Shanghai cuts negative list to woo foreign investment

Overseas firms will gain access to more sectors but free-trade zone's limited geographic size poses obstacle in sparking investment spree

PUBLISHED : Wednesday, 02 July, 2014, 1:45am
UPDATED : Wednesday, 02 July, 2014, 2:02am

Shanghai has widened access to sectors such as oil refining and tea processing for foreign investors registered in its free-trade zone as the city steps up efforts to woo overseas capital.

But the incentives might not be enough to spark an investment spree due to the limited geographic size of the zone.

The municipal government unveiled yesterday an upgraded version of the zone's "negative list" - sectors off-limits to foreign investors - touting it as a move to reinforce the development of the zone and facilitate cross-border investment.

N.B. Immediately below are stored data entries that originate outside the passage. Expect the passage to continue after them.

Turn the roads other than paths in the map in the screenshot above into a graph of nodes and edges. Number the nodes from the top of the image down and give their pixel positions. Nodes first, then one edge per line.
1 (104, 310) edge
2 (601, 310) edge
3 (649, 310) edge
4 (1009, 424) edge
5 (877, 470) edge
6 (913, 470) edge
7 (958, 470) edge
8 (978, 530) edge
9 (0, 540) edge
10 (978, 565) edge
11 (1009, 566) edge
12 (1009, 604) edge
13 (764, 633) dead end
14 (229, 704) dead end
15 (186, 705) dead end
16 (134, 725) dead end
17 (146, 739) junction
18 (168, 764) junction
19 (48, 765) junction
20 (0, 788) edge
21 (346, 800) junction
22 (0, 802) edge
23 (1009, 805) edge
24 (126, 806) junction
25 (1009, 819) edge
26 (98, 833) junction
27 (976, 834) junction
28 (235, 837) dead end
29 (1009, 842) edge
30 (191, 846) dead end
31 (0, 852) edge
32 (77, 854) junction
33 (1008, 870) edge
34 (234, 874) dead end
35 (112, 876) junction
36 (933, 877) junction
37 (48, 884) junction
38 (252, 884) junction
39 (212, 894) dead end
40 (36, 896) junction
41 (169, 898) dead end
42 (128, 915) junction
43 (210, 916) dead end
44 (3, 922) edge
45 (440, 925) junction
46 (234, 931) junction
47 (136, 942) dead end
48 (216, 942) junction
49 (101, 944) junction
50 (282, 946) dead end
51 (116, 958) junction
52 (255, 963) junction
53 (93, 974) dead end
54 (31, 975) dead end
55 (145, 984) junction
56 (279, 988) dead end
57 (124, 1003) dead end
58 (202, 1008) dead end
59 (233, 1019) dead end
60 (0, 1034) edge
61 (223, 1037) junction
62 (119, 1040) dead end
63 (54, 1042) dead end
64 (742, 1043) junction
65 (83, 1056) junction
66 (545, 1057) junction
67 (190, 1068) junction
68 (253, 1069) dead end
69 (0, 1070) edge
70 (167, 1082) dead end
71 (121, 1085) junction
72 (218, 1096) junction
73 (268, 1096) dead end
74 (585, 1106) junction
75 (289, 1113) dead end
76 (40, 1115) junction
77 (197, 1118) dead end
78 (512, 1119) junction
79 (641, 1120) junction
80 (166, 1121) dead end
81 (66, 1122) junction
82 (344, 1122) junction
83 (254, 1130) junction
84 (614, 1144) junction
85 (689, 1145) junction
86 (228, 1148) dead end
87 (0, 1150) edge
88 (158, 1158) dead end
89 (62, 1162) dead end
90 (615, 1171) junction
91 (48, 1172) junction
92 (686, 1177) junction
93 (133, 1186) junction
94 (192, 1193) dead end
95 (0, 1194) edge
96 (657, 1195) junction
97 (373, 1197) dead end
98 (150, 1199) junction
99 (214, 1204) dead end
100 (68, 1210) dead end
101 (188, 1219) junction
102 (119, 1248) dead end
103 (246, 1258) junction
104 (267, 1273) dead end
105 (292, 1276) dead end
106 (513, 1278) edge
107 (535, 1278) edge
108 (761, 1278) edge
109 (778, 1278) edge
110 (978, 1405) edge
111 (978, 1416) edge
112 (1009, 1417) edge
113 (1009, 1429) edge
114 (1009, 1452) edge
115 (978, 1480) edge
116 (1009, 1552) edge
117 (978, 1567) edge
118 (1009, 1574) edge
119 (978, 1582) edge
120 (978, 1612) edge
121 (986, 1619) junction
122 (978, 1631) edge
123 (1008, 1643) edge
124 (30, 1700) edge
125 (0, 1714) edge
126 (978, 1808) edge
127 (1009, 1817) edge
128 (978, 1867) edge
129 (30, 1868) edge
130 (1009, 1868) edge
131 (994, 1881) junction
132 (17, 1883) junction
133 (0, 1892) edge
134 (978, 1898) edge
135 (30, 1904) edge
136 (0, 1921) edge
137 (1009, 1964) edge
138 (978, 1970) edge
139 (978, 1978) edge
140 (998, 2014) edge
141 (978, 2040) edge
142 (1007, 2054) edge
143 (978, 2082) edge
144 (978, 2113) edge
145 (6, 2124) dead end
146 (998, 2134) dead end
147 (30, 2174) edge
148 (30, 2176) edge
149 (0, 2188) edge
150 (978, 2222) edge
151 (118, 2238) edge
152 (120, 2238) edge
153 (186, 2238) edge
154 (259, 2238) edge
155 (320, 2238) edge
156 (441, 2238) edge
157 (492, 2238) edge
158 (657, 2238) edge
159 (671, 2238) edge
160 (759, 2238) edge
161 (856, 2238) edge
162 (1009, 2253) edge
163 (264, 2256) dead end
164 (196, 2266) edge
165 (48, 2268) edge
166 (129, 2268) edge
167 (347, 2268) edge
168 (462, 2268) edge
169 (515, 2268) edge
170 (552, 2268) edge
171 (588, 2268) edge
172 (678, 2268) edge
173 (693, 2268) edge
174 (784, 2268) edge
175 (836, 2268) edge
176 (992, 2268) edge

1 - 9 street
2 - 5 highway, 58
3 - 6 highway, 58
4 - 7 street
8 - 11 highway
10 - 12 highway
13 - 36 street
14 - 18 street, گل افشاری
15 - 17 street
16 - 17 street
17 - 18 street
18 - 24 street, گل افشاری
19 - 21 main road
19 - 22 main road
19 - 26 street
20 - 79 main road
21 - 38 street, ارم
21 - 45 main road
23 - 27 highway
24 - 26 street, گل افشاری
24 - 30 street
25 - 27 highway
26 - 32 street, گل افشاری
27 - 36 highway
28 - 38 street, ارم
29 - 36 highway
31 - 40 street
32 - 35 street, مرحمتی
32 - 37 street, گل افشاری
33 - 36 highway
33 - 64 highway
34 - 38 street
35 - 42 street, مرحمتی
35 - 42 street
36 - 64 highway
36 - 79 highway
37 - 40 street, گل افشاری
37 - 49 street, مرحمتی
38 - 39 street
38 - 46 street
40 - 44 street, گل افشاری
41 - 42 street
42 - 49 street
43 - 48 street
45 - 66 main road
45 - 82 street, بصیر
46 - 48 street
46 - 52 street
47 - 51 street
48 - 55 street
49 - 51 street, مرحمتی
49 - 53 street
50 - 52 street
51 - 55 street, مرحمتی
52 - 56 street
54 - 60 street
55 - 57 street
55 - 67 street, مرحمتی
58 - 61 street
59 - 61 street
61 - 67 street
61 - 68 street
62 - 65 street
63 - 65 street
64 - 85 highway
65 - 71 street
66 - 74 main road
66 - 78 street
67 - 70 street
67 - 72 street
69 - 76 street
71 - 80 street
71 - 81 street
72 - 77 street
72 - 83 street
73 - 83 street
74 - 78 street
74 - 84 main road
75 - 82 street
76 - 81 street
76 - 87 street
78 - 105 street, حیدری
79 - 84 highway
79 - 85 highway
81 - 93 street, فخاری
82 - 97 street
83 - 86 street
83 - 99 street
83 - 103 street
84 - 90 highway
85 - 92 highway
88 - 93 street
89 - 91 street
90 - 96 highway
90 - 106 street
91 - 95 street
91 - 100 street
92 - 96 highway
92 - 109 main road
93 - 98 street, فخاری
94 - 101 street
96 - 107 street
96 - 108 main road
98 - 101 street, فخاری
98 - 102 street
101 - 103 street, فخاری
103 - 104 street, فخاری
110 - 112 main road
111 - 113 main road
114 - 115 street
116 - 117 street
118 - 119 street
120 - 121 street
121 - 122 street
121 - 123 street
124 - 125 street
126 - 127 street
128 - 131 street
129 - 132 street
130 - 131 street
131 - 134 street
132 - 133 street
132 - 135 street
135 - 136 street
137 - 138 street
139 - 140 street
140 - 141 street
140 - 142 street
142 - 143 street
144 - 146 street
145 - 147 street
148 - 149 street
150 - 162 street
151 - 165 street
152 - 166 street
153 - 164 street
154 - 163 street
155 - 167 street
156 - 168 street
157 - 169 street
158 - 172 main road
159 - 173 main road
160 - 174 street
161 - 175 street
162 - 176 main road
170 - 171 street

The number of items on the list was cut from 190 to 139.

The attempts to further open the sectors are significant for … overall reforms

Foreign companies based in the 28.78 sqkm zone, the first of its kind on the mainland, will now be given access to a range of significant sectors including cotton processing, salt distribution and motorcycle manufacturing.

Shanghai's government took seven months to compile the new list, following sharp criticism from foreign businesses of the first version of the negative list, published in September, which they said was too "lengthy".

The central government gave Shanghai its endorsement to develop the Hong Kong-style free port in late September, billing it as a test bed for further economic reforms on the mainland.

However, long-heralded major liberalisations in the zone, including full convertibility of the yuan and the introduction of a market-based interest rate mechanism, have yet to take effect.

The shortened negative list is being viewed as "symbolic" rather than "substantive" since there is a limited supply of land in the free-trade zone.

Dai Haibo, an executive deputy director of the zone's administrative committee, admitted at a press conference yesterday that some of the newly opened sectors might not be able to attract foreign investors because of the zone's geographic limitations.

Only about 5 sqkm of untapped land was available in the zone, the committee said.

"It's true that not all newly opened sectors will see real foreign investment in the zone," Dai said. "But the zone still welcomes investments into those lucrative businesses such as design and research. The attempts to further open the sectors are significant for the country's overall reforms."

It is understood that some ministry-level authorities, including the banking and securities regulators, are wary of drastic liberalisations in the zone owing to concerns that they could prompt a surge in hot money flows.

"The [zone] is just a much-hyped topic since no strong policies have been made to support us to do business there," said a chief financial officer with a foreign bank's China operations. "It's far from becoming a truly free marketplace."